### Assigned task:
Word for word, transcribe the lines below and drop the pictures.

### Supplied information:
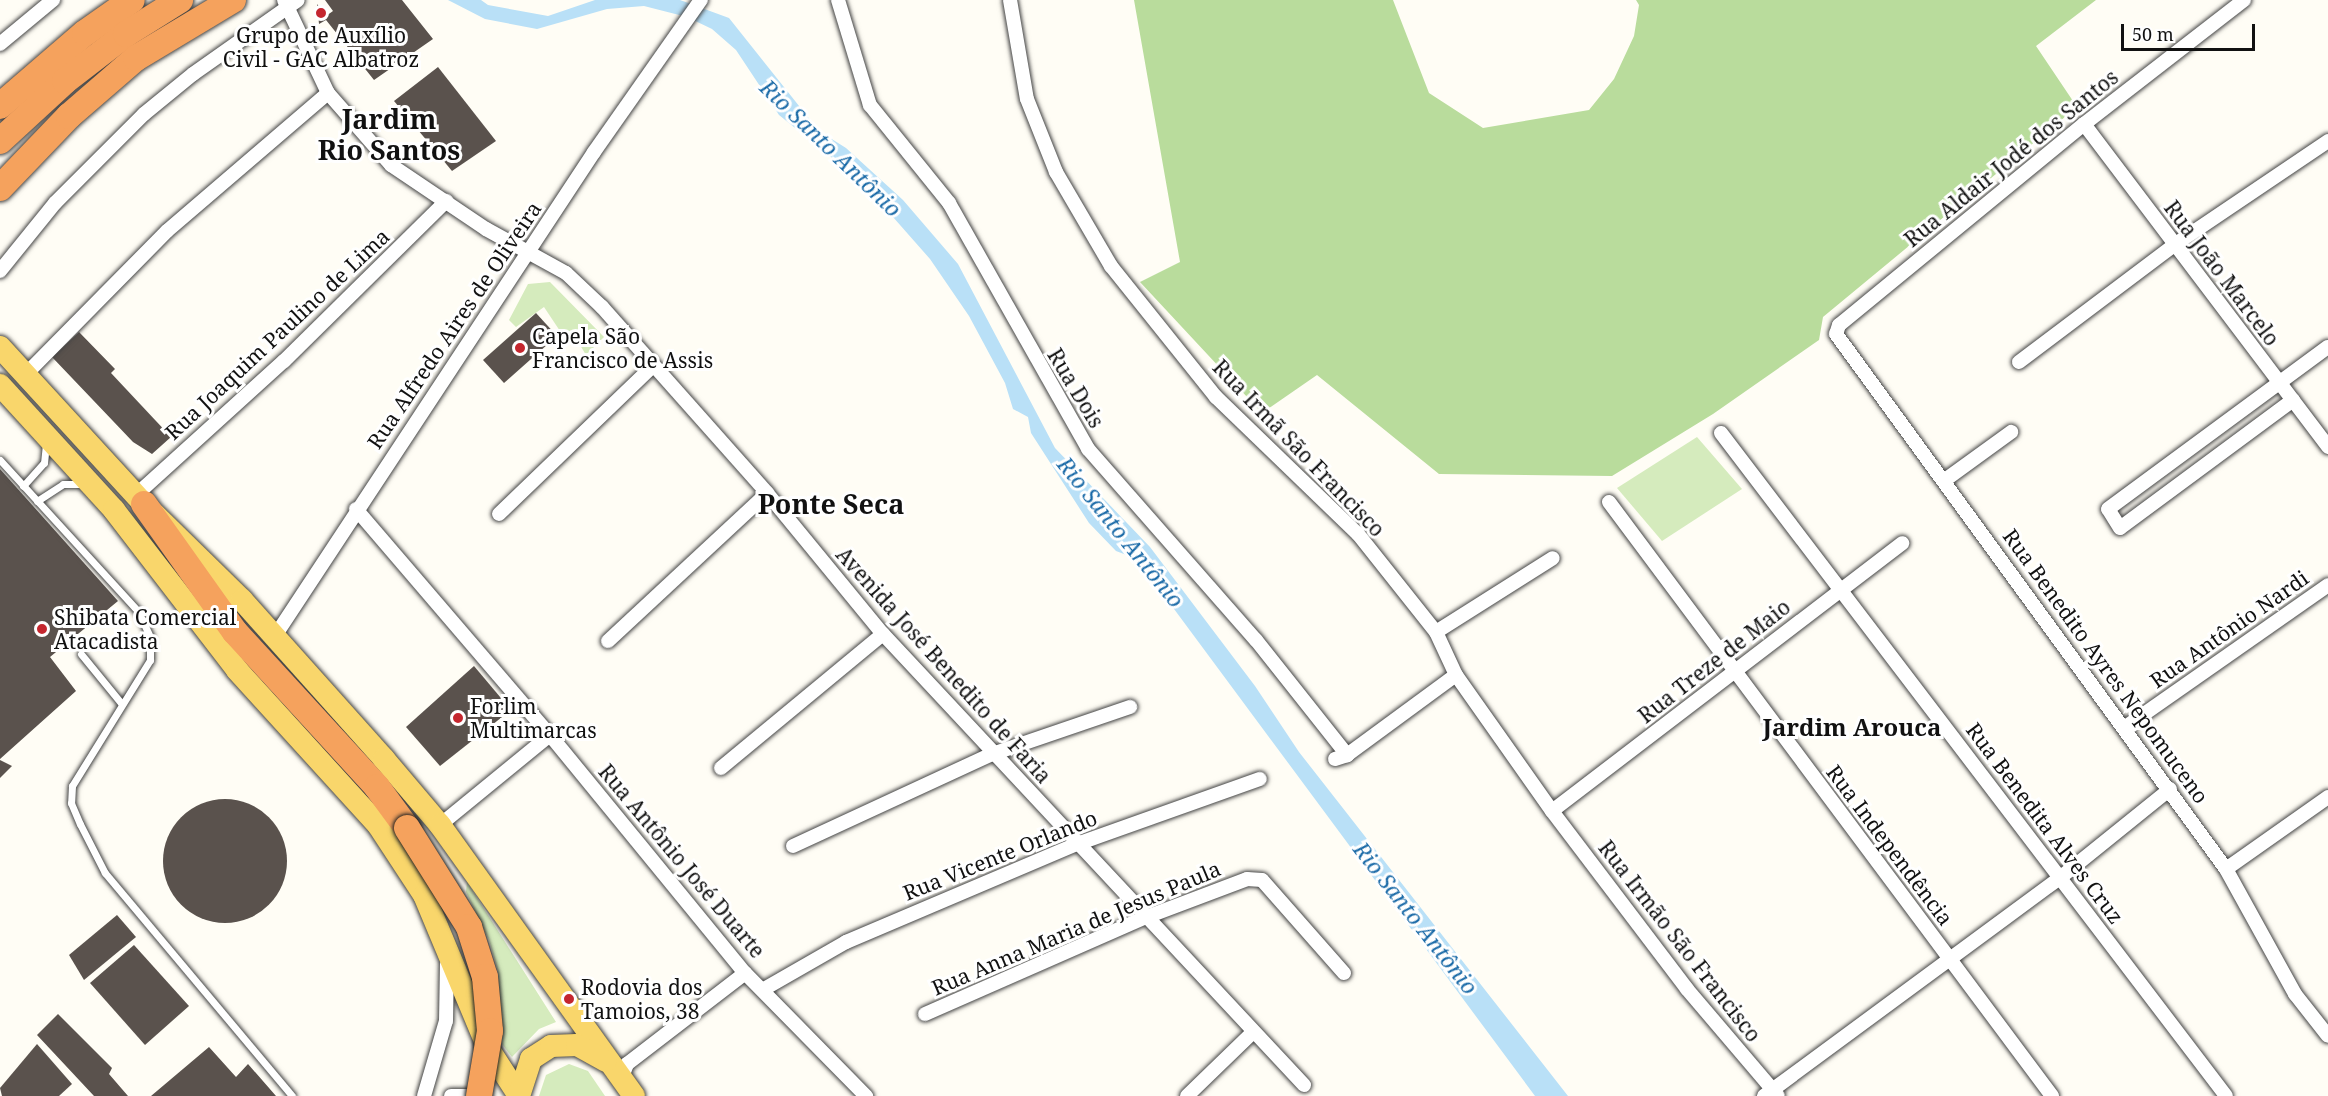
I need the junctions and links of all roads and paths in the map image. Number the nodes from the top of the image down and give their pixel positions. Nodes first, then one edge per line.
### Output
1 (53, 0) edge
2 (180, 0) edge
3 (233, 0) edge
4 (701, 0) edge
5 (838, 0) edge
6 (1010, 0) edge
7 (2244, 0) edge
8 (290, 2) edge
9 (124, 5) edge
10 (0, 44) edge
11 (328, 93) junction
12 (0, 106) edge
13 (2084, 124) junction
14 (0, 141) edge
15 (2328, 141) edge
16 (0, 188) edge
17 (446, 201) junction
18 (2174, 245) junction
19 (528, 251) junction
20 (0, 271) edge
21 (1836, 330) joint
22 (0, 347) edge
23 (2328, 347) edge
24 (2019, 362) dead end
25 (652, 367) junction
26 (26, 374) junction
27 (2279, 382) junction
28 (0, 385) edge
29 (2293, 400) junction
30 (2011, 432) dead end
31 (1721, 433) dead end
32 (45, 437) junction
33 (2328, 447) edge
34 (0, 460) edge
35 (1946, 480) junction
36 (90, 483) junction
37 (23, 486) junction
38 (766, 493) junction
39 (140, 500) junction
40 (37, 501) junction
41 (1609, 502) dead end
42 (356, 509) junction
43 (499, 514) dead end
44 (1902, 543) dead end
45 (1553, 558) dead end
46 (2328, 585) edge
47 (1840, 590) junction
48 (1436, 632) junction
49 (883, 634) junction
50 (275, 636) junction
51 (608, 641) dead end
52 (81, 654) dead end
53 (1734, 674) junction
54 (1456, 675) junction
55 (121, 703) junction
56 (1130, 707) dead end
57 (2124, 728) junction
58 (550, 735) junction
59 (992, 754) junction
60 (721, 768) dead end
61 (1260, 779) dead end
62 (2170, 789) junction
63 (2328, 797) edge
64 (1552, 811) junction
65 (440, 825) junction
66 (1077, 844) junction
67 (793, 846) dead end
68 (2226, 869) junction
69 (2061, 877) junction
70 (1144, 918) junction
71 (447, 950) junction
72 (1950, 960) junction
73 (745, 973) junction
74 (1344, 973) dead end
75 (764, 989) junction
76 (925, 1014) dead end
77 (1252, 1033) junction
78 (2328, 1036) edge
79 (1304, 1085) dead end
80 (630, 1090) edge
81 (1772, 1094) edge
82 (292, 1096) edge
83 (424, 1096) edge
84 (451, 1096) edge
85 (467, 1096) edge
86 (479, 1096) edge
87 (519, 1096) edge
88 (866, 1096) edge
89 (1186, 1096) edge
90 (2052, 1096) edge
91 (2226, 1096) edge

1 - 10 street
2 - 14 highway
3 - 16 highway
4 - 19 street, Rua Alfredo Aires de Oliveira
5 - 54 street, Rua Dois
6 - 48 street, Rua Irmã São Francisco
7 - 13 street, Rua Aldair Jodé dos Santos
8 - 11 street, Avenida José Benedito de Faria
8 - 20 street
9 - 12 highway
11 - 17 street, Avenida José Benedito de Faria
11 - 26 street
13 - 18 street, Rua João Marcelo
13 - 21 street, Rua Aldair Jodé dos Santos
15 - 18 street
17 - 19 street, Avenida José Benedito de Faria
17 - 39 street, Rua Joaquim Paulino de Lima
18 - 24 street
18 - 27 street, Rua João Marcelo
19 - 25 street, Avenida José Benedito de Faria
19 - 42 street, Rua Alfredo Aires de Oliveira
21 - 35 street, Rua Benedito Ayres Nepomuceno
22 - 26 main road
23 - 27 street
25 - 38 street, Avenida José Benedito de Faria
25 - 43 street
26 - 39 main road
27 - 29 street, Rua João Marcelo
27 - 29 street
28 - 32 main road
29 - 33 street, Rua João Marcelo
30 - 35 street
31 - 47 street, Rua Benedita Alves Cruz
32 - 36 main road
32 - 37 lane
34 - 37 lane
35 - 57 street, Rua Benedito Ayres Nepomuceno
36 - 40 lane
36 - 71 main road
37 - 40 lane
38 - 49 street, Avenida José Benedito de Faria
38 - 51 street
39 - 50 main road
39 - 86 highway, bridge
40 - 55 lane
41 - 53 street, Rua Independência
42 - 50 street, Rua Alfredo Aires de Oliveira
42 - 58 street, Rua Antônio José Duarte
44 - 47 street, Rua Treze de Maio
45 - 48 street
46 - 57 street, Rua Antônio Nardi
47 - 53 street, Rua Treze de Maio
47 - 69 street, Rua Benedita Alves Cruz
48 - 54 street, Rua Irmã São Francisco
49 - 59 street, Avenida José Benedito de Faria
49 - 60 street
50 - 65 main road
52 - 55 lane
53 - 64 street, Rua Treze de Maio
53 - 72 street, Rua Independência
54 - 64 street, Rua Irmã São Francisco
55 - 82 lane
56 - 59 street
57 - 62 street, Rua Benedito Ayres Nepomuceno
58 - 65 street
58 - 73 street, Rua Antônio José Duarte
59 - 66 street, Avenida José Benedito de Faria
59 - 67 street
61 - 66 street, Rua Vicente Orlando
62 - 68 street, Rua Benedito Ayres Nepomuceno
62 - 69 street
63 - 68 street
64 - 81 street, Rua Irmão São Francisco
65 - 80 main road
66 - 70 street, Avenida José Benedito de Faria
66 - 75 street, Rua Vicente Orlando
68 - 78 street, Rua Benedito Ayres Nepomuceno
69 - 72 street
69 - 91 street, Rua Benedita Alves Cruz
70 - 74 street, Rua Anna Maria de Jesus Paula
70 - 76 street, Rua Anna Maria de Jesus Paula
70 - 77 street, Avenida José Benedito de Faria
71 - 83 street
71 - 87 main road
72 - 81 street
72 - 90 street, Rua Independência
73 - 75 street, Rua Antônio José Duarte
73 - 80 street
75 - 88 street, Rua Antônio José Duarte
77 - 79 street, Avenida José Benedito de Faria
77 - 89 street
80 - 87 main road
84 - 85 street

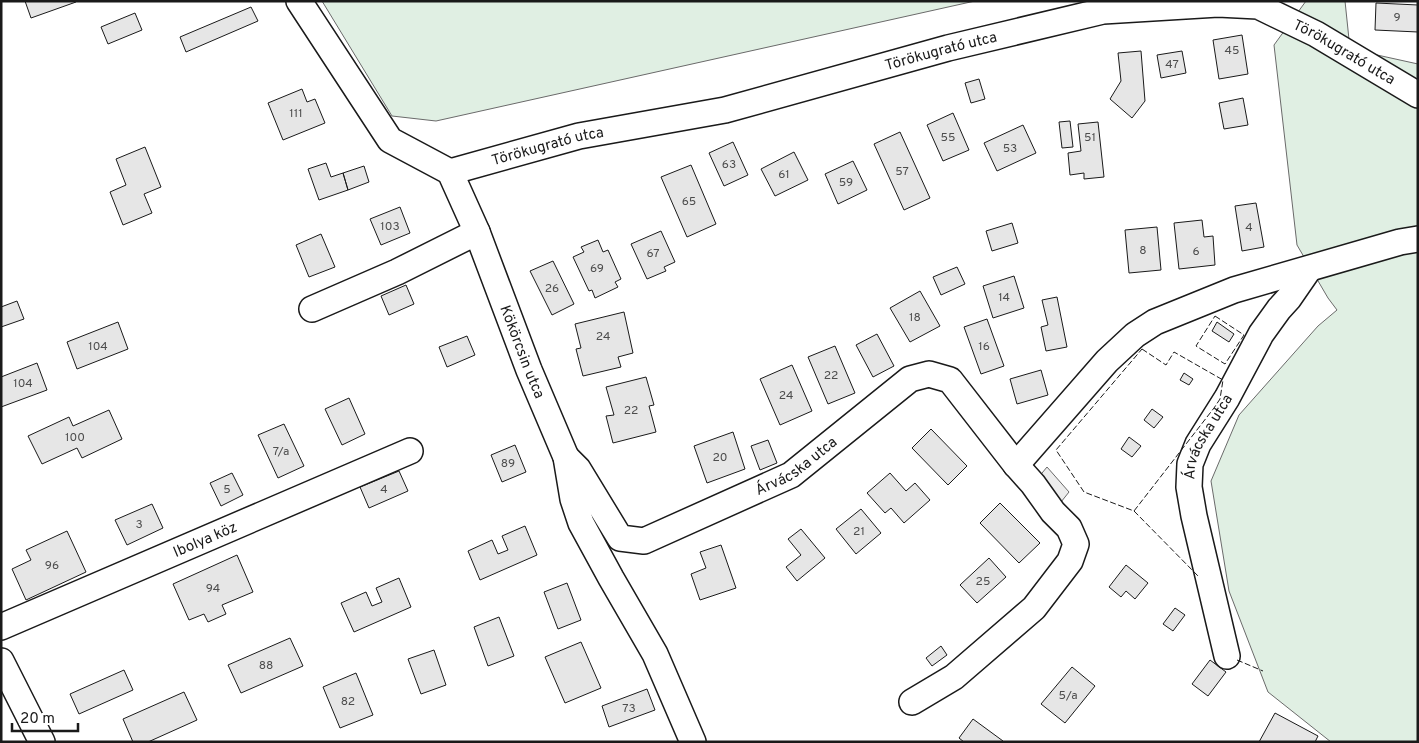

### Task output:
I need the junctions and links of all roads and paths in the map image. Number the nodes from the top of the image down and give their pixel positions. Nodes first, then one edge per line.
### Output
1 (53, 0) edge
2 (180, 0) edge
3 (233, 0) edge
4 (701, 0) edge
5 (838, 0) edge
6 (1010, 0) edge
7 (2244, 0) edge
8 (290, 2) edge
9 (124, 5) edge
10 (0, 44) edge
11 (328, 93) junction
12 (0, 106) edge
13 (2084, 124) junction
14 (0, 141) edge
15 (2328, 141) edge
16 (0, 188) edge
17 (446, 201) junction
18 (2174, 245) junction
19 (528, 251) junction
20 (0, 271) edge
21 (1836, 330) joint
22 (0, 347) edge
23 (2328, 347) edge
24 (2019, 362) dead end
25 (652, 367) junction
26 (26, 374) junction
27 (2279, 382) junction
28 (0, 385) edge
29 (2293, 400) junction
30 (2011, 432) dead end
31 (1721, 433) dead end
32 (45, 437) junction
33 (2328, 447) edge
34 (0, 460) edge
35 (1946, 480) junction
36 (90, 483) junction
37 (23, 486) junction
38 (766, 493) junction
39 (140, 500) junction
40 (37, 501) junction
41 (1609, 502) dead end
42 (356, 509) junction
43 (499, 514) dead end
44 (1902, 543) dead end
45 (1553, 558) dead end
46 (2328, 585) edge
47 (1840, 590) junction
48 (1436, 632) junction
49 (883, 634) junction
50 (275, 636) junction
51 (608, 641) dead end
52 (81, 654) dead end
53 (1734, 674) junction
54 (1456, 675) junction
55 (121, 703) junction
56 (1130, 707) dead end
57 (2124, 728) junction
58 (550, 735) junction
59 (992, 754) junction
60 (721, 768) dead end
61 (1260, 779) dead end
62 (2170, 789) junction
63 (2328, 797) edge
64 (1552, 811) junction
65 (440, 825) junction
66 (1077, 844) junction
67 (793, 846) dead end
68 (2226, 869) junction
69 (2061, 877) junction
70 (1144, 918) junction
71 (447, 950) junction
72 (1950, 960) junction
73 (745, 973) junction
74 (1344, 973) dead end
75 (764, 989) junction
76 (925, 1014) dead end
77 (1252, 1033) junction
78 (2328, 1036) edge
79 (1304, 1085) dead end
80 (630, 1090) edge
81 (1772, 1094) edge
82 (292, 1096) edge
83 (424, 1096) edge
84 (451, 1096) edge
85 (467, 1096) edge
86 (479, 1096) edge
87 (519, 1096) edge
88 (866, 1096) edge
89 (1186, 1096) edge
90 (2052, 1096) edge
91 (2226, 1096) edge

1 - 10 street
2 - 14 highway
3 - 16 highway
4 - 19 street, Rua Alfredo Aires de Oliveira
5 - 54 street, Rua Dois
6 - 48 street, Rua Irmã São Francisco
7 - 13 street, Rua Aldair Jodé dos Santos
8 - 11 street, Avenida José Benedito de Faria
8 - 20 street
9 - 12 highway
11 - 17 street, Avenida José Benedito de Faria
11 - 26 street
13 - 18 street, Rua João Marcelo
13 - 21 street, Rua Aldair Jodé dos Santos
15 - 18 street
17 - 19 street, Avenida José Benedito de Faria
17 - 39 street, Rua Joaquim Paulino de Lima
18 - 24 street
18 - 27 street, Rua João Marcelo
19 - 25 street, Avenida José Benedito de Faria
19 - 42 street, Rua Alfredo Aires de Oliveira
21 - 35 street, Rua Benedito Ayres Nepomuceno
22 - 26 main road
23 - 27 street
25 - 38 street, Avenida José Benedito de Faria
25 - 43 street
26 - 39 main road
27 - 29 street, Rua João Marcelo
27 - 29 street
28 - 32 main road
29 - 33 street, Rua João Marcelo
30 - 35 street
31 - 47 street, Rua Benedita Alves Cruz
32 - 36 main road
32 - 37 lane
34 - 37 lane
35 - 57 street, Rua Benedito Ayres Nepomuceno
36 - 40 lane
36 - 71 main road
37 - 40 lane
38 - 49 street, Avenida José Benedito de Faria
38 - 51 street
39 - 50 main road
39 - 86 highway, bridge
40 - 55 lane
41 - 53 street, Rua Independência
42 - 50 street, Rua Alfredo Aires de Oliveira
42 - 58 street, Rua Antônio José Duarte
44 - 47 street, Rua Treze de Maio
45 - 48 street
46 - 57 street, Rua Antônio Nardi
47 - 53 street, Rua Treze de Maio
47 - 69 street, Rua Benedita Alves Cruz
48 - 54 street, Rua Irmã São Francisco
49 - 59 street, Avenida José Benedito de Faria
49 - 60 street
50 - 65 main road
52 - 55 lane
53 - 64 street, Rua Treze de Maio
53 - 72 street, Rua Independência
54 - 64 street, Rua Irmã São Francisco
55 - 82 lane
56 - 59 street
57 - 62 street, Rua Benedito Ayres Nepomuceno
58 - 65 street
58 - 73 street, Rua Antônio José Duarte
59 - 66 street, Avenida José Benedito de Faria
59 - 67 street
61 - 66 street, Rua Vicente Orlando
62 - 68 street, Rua Benedito Ayres Nepomuceno
62 - 69 street
63 - 68 street
64 - 81 street, Rua Irmão São Francisco
65 - 80 main road
66 - 70 street, Avenida José Benedito de Faria
66 - 75 street, Rua Vicente Orlando
68 - 78 street, Rua Benedito Ayres Nepomuceno
69 - 72 street
69 - 91 street, Rua Benedita Alves Cruz
70 - 74 street, Rua Anna Maria de Jesus Paula
70 - 76 street, Rua Anna Maria de Jesus Paula
70 - 77 street, Avenida José Benedito de Faria
71 - 83 street
71 - 87 main road
72 - 81 street
72 - 90 street, Rua Independência
73 - 75 street, Rua Antônio José Duarte
73 - 80 street
75 - 88 street, Rua Antônio José Duarte
77 - 79 street, Avenida José Benedito de Faria
77 - 89 street
80 - 87 main road
84 - 85 street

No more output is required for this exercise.